- [Exercise input]
---

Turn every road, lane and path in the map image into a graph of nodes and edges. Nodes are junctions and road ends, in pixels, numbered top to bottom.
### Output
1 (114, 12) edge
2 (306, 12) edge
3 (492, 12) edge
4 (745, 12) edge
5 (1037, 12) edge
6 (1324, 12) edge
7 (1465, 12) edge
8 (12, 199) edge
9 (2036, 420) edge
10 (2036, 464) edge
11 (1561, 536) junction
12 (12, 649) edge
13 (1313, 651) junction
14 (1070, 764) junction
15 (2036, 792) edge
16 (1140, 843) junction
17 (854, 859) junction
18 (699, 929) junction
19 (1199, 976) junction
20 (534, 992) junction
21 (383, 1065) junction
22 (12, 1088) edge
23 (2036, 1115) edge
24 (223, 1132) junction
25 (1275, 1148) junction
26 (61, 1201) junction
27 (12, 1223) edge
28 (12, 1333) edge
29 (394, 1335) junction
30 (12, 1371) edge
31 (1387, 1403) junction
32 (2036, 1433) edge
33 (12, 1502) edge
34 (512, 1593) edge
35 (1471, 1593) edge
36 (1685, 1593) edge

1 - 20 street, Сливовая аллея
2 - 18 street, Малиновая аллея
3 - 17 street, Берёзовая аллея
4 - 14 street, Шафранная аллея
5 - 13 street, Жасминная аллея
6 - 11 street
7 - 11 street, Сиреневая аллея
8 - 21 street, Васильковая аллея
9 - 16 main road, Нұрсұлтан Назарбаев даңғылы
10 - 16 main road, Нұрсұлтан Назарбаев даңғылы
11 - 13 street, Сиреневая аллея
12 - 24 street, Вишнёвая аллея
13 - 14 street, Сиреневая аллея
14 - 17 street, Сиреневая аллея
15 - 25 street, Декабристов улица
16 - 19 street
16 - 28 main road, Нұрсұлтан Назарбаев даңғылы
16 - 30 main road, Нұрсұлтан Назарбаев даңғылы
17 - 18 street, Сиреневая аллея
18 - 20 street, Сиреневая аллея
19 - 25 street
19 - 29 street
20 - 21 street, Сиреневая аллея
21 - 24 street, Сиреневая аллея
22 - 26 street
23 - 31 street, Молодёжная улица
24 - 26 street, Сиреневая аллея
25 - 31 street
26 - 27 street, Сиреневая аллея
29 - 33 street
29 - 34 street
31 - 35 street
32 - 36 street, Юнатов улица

---

- [Problem requirements]
Having read the records, return each one exactly.

- [Answer section]
Turn every road, lane and path in the map image into a graph of nodes and edges. Nodes are junctions and road ends, in pixels, numbered top to bottom.
### Output
1 (114, 12) edge
2 (306, 12) edge
3 (492, 12) edge
4 (745, 12) edge
5 (1037, 12) edge
6 (1324, 12) edge
7 (1465, 12) edge
8 (12, 199) edge
9 (2036, 420) edge
10 (2036, 464) edge
11 (1561, 536) junction
12 (12, 649) edge
13 (1313, 651) junction
14 (1070, 764) junction
15 (2036, 792) edge
16 (1140, 843) junction
17 (854, 859) junction
18 (699, 929) junction
19 (1199, 976) junction
20 (534, 992) junction
21 (383, 1065) junction
22 (12, 1088) edge
23 (2036, 1115) edge
24 (223, 1132) junction
25 (1275, 1148) junction
26 (61, 1201) junction
27 (12, 1223) edge
28 (12, 1333) edge
29 (394, 1335) junction
30 (12, 1371) edge
31 (1387, 1403) junction
32 (2036, 1433) edge
33 (12, 1502) edge
34 (512, 1593) edge
35 (1471, 1593) edge
36 (1685, 1593) edge

1 - 20 street, Сливовая аллея
2 - 18 street, Малиновая аллея
3 - 17 street, Берёзовая аллея
4 - 14 street, Шафранная аллея
5 - 13 street, Жасминная аллея
6 - 11 street
7 - 11 street, Сиреневая аллея
8 - 21 street, Васильковая аллея
9 - 16 main road, Нұрсұлтан Назарбаев даңғылы
10 - 16 main road, Нұрсұлтан Назарбаев даңғылы
11 - 13 street, Сиреневая аллея
12 - 24 street, Вишнёвая аллея
13 - 14 street, Сиреневая аллея
14 - 17 street, Сиреневая аллея
15 - 25 street, Декабристов улица
16 - 19 street
16 - 28 main road, Нұрсұлтан Назарбаев даңғылы
16 - 30 main road, Нұрсұлтан Назарбаев даңғылы
17 - 18 street, Сиреневая аллея
18 - 20 street, Сиреневая аллея
19 - 25 street
19 - 29 street
20 - 21 street, Сиреневая аллея
21 - 24 street, Сиреневая аллея
22 - 26 street
23 - 31 street, Молодёжная улица
24 - 26 street, Сиреневая аллея
25 - 31 street
26 - 27 street, Сиреневая аллея
29 - 33 street
29 - 34 street
31 - 35 street
32 - 36 street, Юнатов улица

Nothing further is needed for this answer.